Настоящее изобретение описано на иллюстративных примерах, но при этом, следует отметить, что используемая терминология имеет лишь описательный, а не ограничивающий характер. Исходя из вышепривиденного описания, в настоящее изобретение может быть внесено множество модификаций и изменений. Поэтому, очевидно, что настоящее изобретение может быть реализовано способами, описанными в настоящей заявке, или иными способами, не выходящими за рамки объема формулы изобретения.

Claims

1. Способ прикрепления клетки млекопитающего к рекомбинантному белку, включающему одну или более копий 2-го и/или 4-го домена fas-1 βig-h3, при этом 2-й домен fas-1 включает аминокислотную последовательность 237-377 βig-h3 и 4-й домен fas-1 включает аминокислотную последовательность 498-637 βig-h3, включающий следующие стадии: 1) получение рекомбинантного белка, включающего одну или более копий 2-го и/или 4-го домена fas-1 βig-h3; 2) покрытие рекомбинантным белком твердого носителя и 3) нанесение клеток на покрытый белком твердый носитель.

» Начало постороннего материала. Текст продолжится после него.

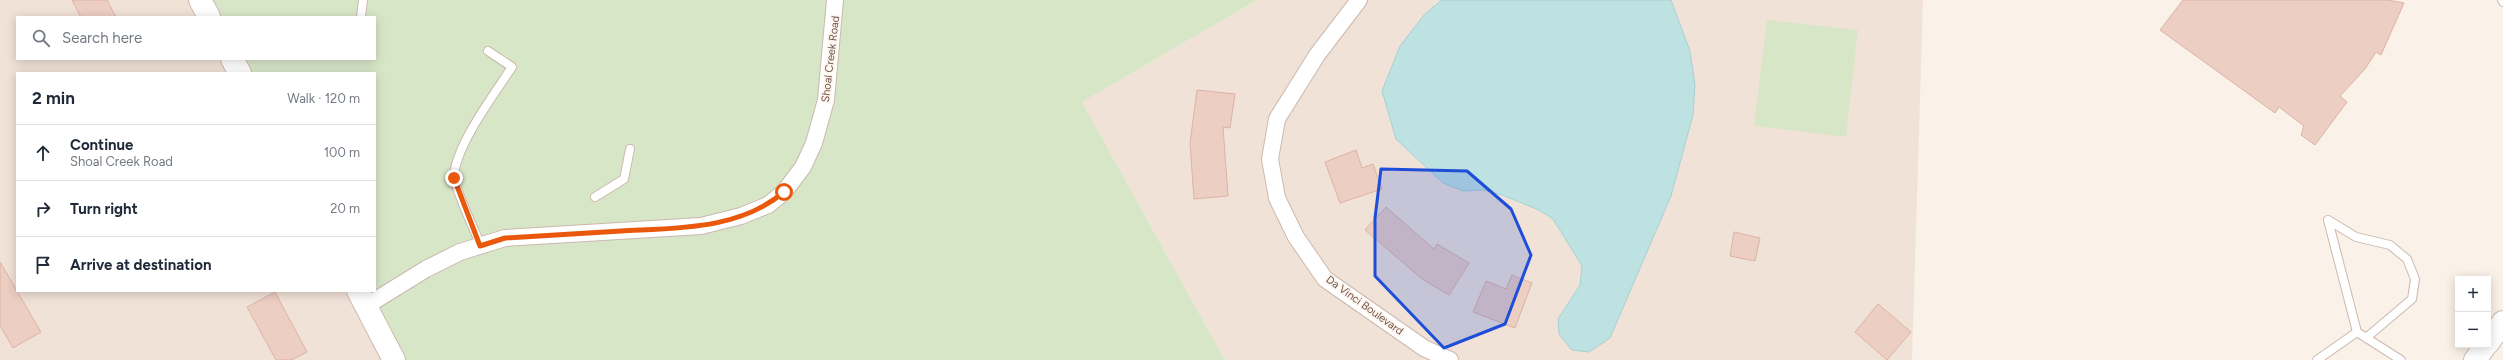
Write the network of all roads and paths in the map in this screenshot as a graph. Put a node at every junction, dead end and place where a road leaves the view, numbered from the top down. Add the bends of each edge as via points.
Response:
1 (200, 0) edge
2 (363, 0) edge
3 (835, 0) edge
4 (1359, 0) edge
5 (208, 16) edge
6 (361, 16) edge
7 (488, 51) dead end
8 (233, 60) edge
9 (239, 72) edge
10 (630, 149) dead end
11 (595, 197) dead end
12 (480, 246) junction
13 (375, 292) edge
14 (376, 292) edge
15 (362, 298) edge
16 (2503, 322) edge
17 (2357, 332) junction
18 (2366, 338) junction
19 (2491, 338) edge
20 (2484, 348) edge
21 (394, 360) edge
22 (1450, 360) edge
23 (2317, 360) edge
24 (2401, 360) edge
25 (2475, 360) edge

1 - 5 main road
2 - 6 lane
3 - 12 street, Shoal Creek Road via 826,100 814,143 803,167 784,192 768,205 741,216 701,226 505,238
4 - 22 street, Da Vinci Boulevard via 1317,55 1277,119 1270,159 1278,198 1296,237 1325,279 1424,348
7 - 12 lane via 512,67 481,114 459,155 454,178
8 - 9 main road
10 - 11 lane via 624,179
12 - 14 street, Shoal Creek Road via 460,252
13 - 15 street, Shoal Creek Road
15 - 21 main road
16 - 19 main road
17 - 18 lane
17 - 18 lane via 2328,220 2356,238 2390,245 2407,259 2415,279 2412,299
17 - 23 lane
18 - 24 lane
20 - 25 main road

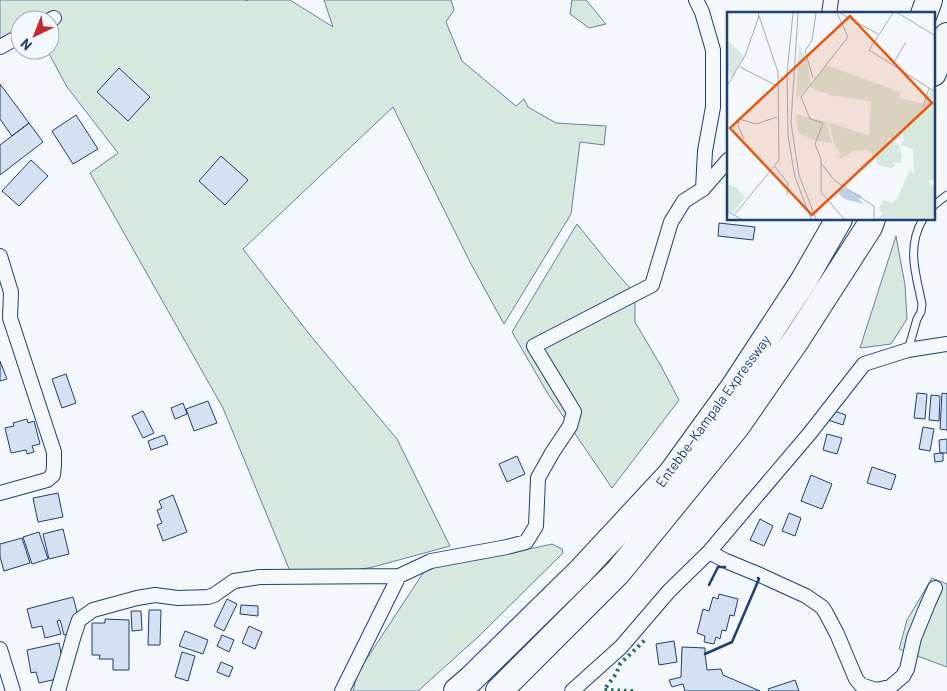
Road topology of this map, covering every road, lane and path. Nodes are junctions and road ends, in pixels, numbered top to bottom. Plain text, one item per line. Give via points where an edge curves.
1 (696, 0) edge
2 (930, 0) edge
3 (925, 12) edge
4 (947, 36) edge
5 (934, 70) edge
6 (727, 161) edge
7 (704, 189) junction
8 (947, 195) edge
9 (934, 205) edge
10 (839, 220) edge
11 (872, 220) edge
12 (922, 220) edge
13 (0, 256) edge
14 (5, 320) edge
15 (947, 344) edge
16 (908, 350) junction
17 (0, 493) edge
18 (709, 552) junction
19 (399, 576) junction
20 (935, 588) dead end
21 (0, 649) edge
22 (580, 688) edge
23 (13, 691) edge
24 (58, 691) edge
25 (342, 691) edge
26 (457, 691) edge
27 (499, 691) edge

1 - 7 street via 713,50 712,107 705,151
2 - 3 highway
4 - 5 highway
6 - 7 street
7 - 19 street via 684,201 671,222 652,285 534,346 574,412 570,426 538,478 536,526 526,542 431,561
8 - 9 lane
10 - 26 highway, Entebbe–Kampala Expressway via 740,379 671,474 581,570
11 - 27 highway, Entebbe–Kampala Expressway via 797,339 736,427 618,572
12 - 16 lane via 917,228 912,254 922,304
13 - 14 street via 11,292
14 - 17 street via 54,452 54,465 53,475 47,480
15 - 16 street
16 - 18 street via 864,364
18 - 20 street via 806,596 822,607 856,679 861,685 876,690 890,687 903,676 914,638
18 - 22 street
19 - 24 street via 260,577 234,581 208,597 137,598 93,610 79,620
19 - 25 street
21 - 23 street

2. Способ по п.1, отличающийся тем, что рекомбинантный белок включает аминокислотную последовательность 498-637 βig-h3 в четырех копиях.

3. Экспрессирующий вектор pβig-h3 D-11, кодирующий аминокислотную последовательность 237-377 βig-h3 и способный экспрессировать 2-й домен fas-1 βig-h3.

4. Штамм E.coli, трансформированный экспрессирующим вектором по п.3, обозначенный как E.coli BL21/Hisβ-g (регистрационный номер КСТС 0905ВР).

5. Экспрессирующий вектор pβig-h3 D-IV, кодирующий аминокислотную последовательность 498-637 βig-h3 и способный экспрессировать 4-й домен fas-1 βig-h3.

6. Штамм E.coli, трансформированный экспрессирующим вектором по п.5, обозначенный как E.coli BL21/Hisβ-e (регистрационный номер КСТС 0904ВР).

7. Экспрессирующий вектор pβig-h3 D-IV 4Х, экспрессирующий рекомбинантный белок, включающий аминокислотную последовательность 498-637 βig-h3 в четырех копиях.

8. Штамм E.coli, трансформированный экспрессирующим вектором по п.7, обозначенный как E.coli BL21/Hisβ-е 4х (регистрационный номер КСТС 0906ВР).

9. Способ заживления ран у млекопитающего с помощью рекомбинантного белка, включающего одну или более копий 2-го и/или 4-го домена fas-1 βig-h3, при этом 2-й домен fas-1 включает аминокислотную последовательность 237-377 βig-h3 и 4-й домен fas-1 включает аминокислотную последовательность 498-637 βig-h3, включающий следующие стадии: 1) получение рекомбинантного белка, включающего одну или более копий 2-го и/или 4-го домена fas-1 βig-h3; 2) смешивание рекомбинантного белка с основанием и 3) нанесение смеси на раны.